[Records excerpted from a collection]
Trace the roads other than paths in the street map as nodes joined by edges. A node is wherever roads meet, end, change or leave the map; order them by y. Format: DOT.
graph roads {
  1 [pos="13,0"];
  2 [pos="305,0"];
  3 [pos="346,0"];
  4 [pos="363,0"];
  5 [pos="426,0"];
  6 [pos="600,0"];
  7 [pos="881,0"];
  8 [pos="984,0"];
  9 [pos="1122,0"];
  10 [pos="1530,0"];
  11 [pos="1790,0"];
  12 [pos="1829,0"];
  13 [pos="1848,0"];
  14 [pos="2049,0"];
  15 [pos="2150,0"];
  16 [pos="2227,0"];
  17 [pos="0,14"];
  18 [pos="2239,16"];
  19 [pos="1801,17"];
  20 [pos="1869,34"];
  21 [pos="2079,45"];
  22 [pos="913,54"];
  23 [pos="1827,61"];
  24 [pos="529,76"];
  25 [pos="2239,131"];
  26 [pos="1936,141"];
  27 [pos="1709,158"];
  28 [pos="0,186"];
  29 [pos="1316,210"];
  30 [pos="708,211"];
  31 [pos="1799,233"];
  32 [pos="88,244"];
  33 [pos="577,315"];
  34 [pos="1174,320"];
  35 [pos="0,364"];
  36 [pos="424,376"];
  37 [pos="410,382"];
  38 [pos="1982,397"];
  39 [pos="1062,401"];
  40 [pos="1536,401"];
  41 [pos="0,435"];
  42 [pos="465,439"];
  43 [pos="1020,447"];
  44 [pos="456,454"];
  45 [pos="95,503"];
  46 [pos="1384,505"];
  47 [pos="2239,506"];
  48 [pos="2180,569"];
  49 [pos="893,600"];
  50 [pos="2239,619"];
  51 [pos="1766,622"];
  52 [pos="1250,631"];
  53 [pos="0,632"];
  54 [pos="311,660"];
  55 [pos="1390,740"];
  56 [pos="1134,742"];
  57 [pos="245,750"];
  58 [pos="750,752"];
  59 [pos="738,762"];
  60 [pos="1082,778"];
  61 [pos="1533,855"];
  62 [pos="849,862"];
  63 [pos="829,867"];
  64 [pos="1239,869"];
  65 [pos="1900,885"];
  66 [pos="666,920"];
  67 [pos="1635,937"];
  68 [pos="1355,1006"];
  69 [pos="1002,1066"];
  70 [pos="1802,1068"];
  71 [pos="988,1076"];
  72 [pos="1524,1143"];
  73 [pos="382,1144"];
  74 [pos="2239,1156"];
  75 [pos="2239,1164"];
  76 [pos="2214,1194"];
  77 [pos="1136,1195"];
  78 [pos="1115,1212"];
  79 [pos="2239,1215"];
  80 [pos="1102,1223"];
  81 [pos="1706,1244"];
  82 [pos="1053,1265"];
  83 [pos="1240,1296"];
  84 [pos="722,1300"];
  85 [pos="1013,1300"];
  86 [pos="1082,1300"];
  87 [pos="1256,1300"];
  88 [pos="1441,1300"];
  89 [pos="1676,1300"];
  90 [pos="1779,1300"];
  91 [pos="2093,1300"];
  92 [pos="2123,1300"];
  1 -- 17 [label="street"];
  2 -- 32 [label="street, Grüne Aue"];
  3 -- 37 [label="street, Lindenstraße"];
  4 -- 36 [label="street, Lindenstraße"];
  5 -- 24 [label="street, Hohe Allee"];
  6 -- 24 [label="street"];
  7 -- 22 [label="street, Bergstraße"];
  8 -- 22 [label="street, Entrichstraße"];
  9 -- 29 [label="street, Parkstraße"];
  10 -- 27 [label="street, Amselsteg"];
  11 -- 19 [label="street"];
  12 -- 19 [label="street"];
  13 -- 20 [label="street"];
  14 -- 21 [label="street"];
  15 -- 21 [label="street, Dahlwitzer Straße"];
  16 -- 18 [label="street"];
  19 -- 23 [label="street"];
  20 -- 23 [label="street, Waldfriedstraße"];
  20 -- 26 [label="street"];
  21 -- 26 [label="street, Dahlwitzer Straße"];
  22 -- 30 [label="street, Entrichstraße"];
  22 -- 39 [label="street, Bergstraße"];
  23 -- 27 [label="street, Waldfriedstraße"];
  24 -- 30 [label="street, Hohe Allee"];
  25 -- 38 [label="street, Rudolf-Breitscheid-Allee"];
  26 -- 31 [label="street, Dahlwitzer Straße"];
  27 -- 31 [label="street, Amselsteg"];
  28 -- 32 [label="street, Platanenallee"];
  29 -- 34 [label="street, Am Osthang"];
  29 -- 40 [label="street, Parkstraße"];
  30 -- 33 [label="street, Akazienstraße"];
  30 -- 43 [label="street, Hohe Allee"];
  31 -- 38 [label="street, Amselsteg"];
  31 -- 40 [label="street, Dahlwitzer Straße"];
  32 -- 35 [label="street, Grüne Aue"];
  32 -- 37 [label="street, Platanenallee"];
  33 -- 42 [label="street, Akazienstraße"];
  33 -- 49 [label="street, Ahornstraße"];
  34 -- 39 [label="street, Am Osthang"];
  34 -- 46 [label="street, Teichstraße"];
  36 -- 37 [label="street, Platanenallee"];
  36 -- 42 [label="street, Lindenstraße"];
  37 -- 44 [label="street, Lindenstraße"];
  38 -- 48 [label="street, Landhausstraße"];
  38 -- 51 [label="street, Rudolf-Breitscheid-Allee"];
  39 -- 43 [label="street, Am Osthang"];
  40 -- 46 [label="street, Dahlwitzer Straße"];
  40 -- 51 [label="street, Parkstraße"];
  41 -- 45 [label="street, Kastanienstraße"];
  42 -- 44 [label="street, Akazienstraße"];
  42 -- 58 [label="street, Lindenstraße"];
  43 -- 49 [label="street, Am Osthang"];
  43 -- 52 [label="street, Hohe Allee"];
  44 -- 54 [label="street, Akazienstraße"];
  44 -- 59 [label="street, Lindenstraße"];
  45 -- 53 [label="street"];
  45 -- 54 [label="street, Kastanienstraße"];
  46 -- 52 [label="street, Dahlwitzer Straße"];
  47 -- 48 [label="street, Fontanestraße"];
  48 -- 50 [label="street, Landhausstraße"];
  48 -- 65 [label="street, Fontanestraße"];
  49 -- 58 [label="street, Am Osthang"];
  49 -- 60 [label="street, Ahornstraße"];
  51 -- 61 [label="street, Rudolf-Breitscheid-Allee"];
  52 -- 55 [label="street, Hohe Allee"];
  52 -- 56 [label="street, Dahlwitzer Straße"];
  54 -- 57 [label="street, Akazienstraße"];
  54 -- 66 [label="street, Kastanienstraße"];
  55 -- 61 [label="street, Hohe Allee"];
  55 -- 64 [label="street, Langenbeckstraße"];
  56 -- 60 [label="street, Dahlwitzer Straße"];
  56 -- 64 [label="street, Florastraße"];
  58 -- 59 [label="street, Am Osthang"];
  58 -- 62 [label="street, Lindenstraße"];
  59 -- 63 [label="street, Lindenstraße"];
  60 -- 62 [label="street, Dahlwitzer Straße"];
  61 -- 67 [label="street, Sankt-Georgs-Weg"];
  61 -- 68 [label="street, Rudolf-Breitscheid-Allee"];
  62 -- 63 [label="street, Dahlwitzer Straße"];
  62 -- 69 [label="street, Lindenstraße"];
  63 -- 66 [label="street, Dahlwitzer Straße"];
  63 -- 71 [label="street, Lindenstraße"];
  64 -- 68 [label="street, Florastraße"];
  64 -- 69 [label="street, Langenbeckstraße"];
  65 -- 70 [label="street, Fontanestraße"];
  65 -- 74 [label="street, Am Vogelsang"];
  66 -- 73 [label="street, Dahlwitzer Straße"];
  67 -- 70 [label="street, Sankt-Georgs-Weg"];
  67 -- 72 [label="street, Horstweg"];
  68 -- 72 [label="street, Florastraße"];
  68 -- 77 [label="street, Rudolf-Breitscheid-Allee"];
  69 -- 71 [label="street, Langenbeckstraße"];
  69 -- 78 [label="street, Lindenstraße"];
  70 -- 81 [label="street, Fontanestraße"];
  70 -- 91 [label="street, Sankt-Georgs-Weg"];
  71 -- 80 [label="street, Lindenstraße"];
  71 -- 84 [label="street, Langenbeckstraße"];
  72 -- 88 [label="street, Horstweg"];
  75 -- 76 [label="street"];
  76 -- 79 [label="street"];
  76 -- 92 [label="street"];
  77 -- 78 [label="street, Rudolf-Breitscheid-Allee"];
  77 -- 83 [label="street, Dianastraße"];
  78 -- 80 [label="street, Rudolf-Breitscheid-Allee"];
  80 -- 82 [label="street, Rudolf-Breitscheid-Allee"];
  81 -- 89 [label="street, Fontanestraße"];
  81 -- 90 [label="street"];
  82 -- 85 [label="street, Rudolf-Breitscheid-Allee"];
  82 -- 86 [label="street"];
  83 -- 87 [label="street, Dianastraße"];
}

- _What is being asked_:
In the entries above, identify every line with the string "Kastanienstraße".

- _Written answer_:
  41 -- 45 [label="street, Kastanienstraße"];
  45 -- 54 [label="street, Kastanienstraße"];
  54 -- 66 [label="street, Kastanienstraße"];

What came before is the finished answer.